31. Sri S.P. Kulkarni, learned Senior counsel appearing
on behalf Sri Vasanth Kumar K.M., counsel for the accused
No.2 submits that the following decisions in support of his
arguments.
(i) Rajeevan Aswathy v. Superintendent of Police, 2011 SCC OnLine Ker 4024
17. It is an admitted fact that even before the disbursal of the loan amounts in all the three cases, the loans were fully secured by collateral security. If so, an intention to cheat the bank cannot be readily inferred. ************
18. *********** This is a case in which P.W. 23 who was a Scale I officer had with full authority recommended all the loans.

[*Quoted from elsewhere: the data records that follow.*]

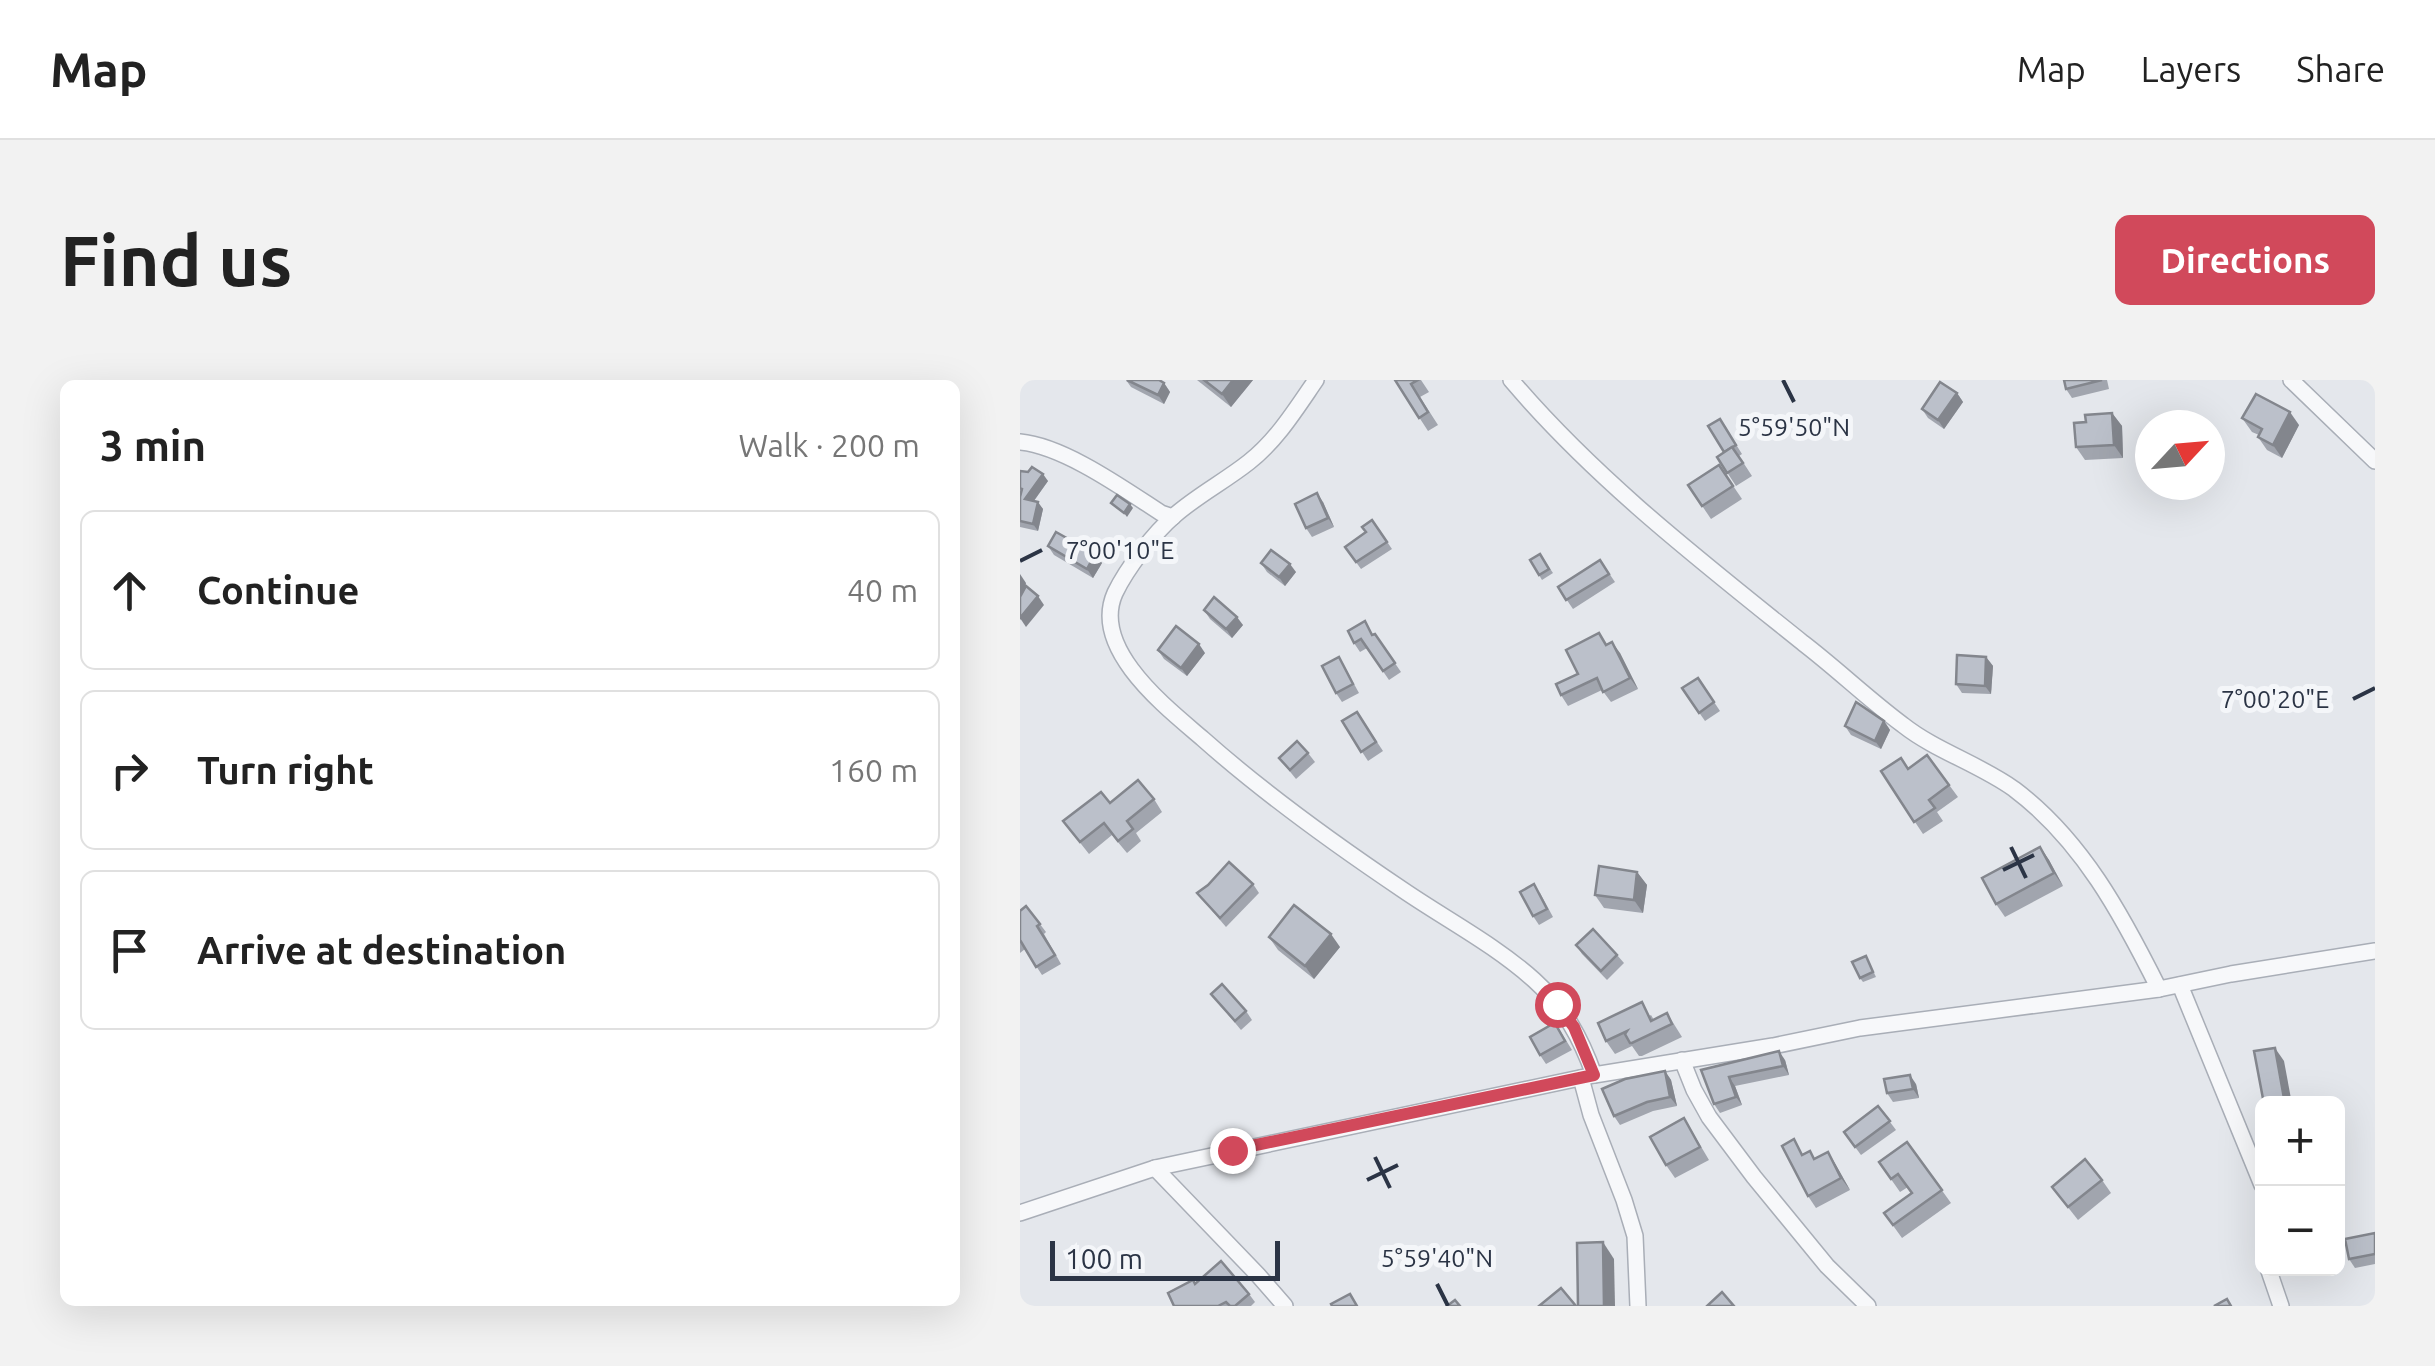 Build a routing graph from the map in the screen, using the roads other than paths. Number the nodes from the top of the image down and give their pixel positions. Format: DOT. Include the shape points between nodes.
graph roads {
  1 [pos="1316,380"];
  2 [pos="1511,380"];
  3 [pos="2291,380"];
  4 [pos="1020,442"];
  5 [pos="2375,461"];
  6 [pos="1173,516"];
  7 [pos="2375,951"];
  8 [pos="2180,985"];
  9 [pos="2159,990"];
  10 [pos="1682,1060"];
  11 [pos="1588,1077"];
  12 [pos="2255,1162"];
  13 [pos="1155,1168"];
  14 [pos="1020,1214"];
  15 [pos="2271,1276"];
  16 [pos="1285,1306"];
  17 [pos="1638,1306"];
  18 [pos="1868,1306"];
  19 [pos="2282,1306"];
  1 -- 6 [label="street" via="1268,445"];
  2 -- 9 [label="street" via="1547,422 1714,573 1906,728 1990,773 2041,812 2106,892"];
  3 -- 5 [label="street"];
  4 -- 6 [label="street" via="1056,451"];
  6 -- 11 [label="street" via="1128,572 1110,611 1116,641 1138,680 1299,818 1534,980 1574,1027"];
  7 -- 8 [label="street"];
  8 -- 9 [label="street"];
  8 -- 12 [label="street"];
  9 -- 10 [label="street" via="1860,1028"];
  10 -- 11 [label="street"];
  10 -- 18 [label="street" via="1709,1117 1743,1162 1826,1266"];
  11 -- 13 [label="street"];
  11 -- 17 [label="street" via="1591,1115 1635,1236"];
  13 -- 14 [label="street"];
  13 -- 16 [label="street"];
  15 -- 19 [label="street"];
}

He was initially made the 2ndaccused in the case but was deleted from the array of accused only on the date of filing the final report after recording his statement under Sec. 161 Cr.P.C. on the same day. If P.W. 23 was the senior officer who was in- charge of loans and advances and if it was he who had conducted the pre-sanction inspection and had also prepared the CRs in all the three loans and if it was P.W. 23 who had recommended to sanction the loans, A1 cannot be blamed if he acting on such recommendation in good faith had sanctioned the loans in question. Absolutely no reasons have been given as to why P.W. 23 who had performed all the pre-sanction formalities in all the three cases was exonerated by the investigating officer.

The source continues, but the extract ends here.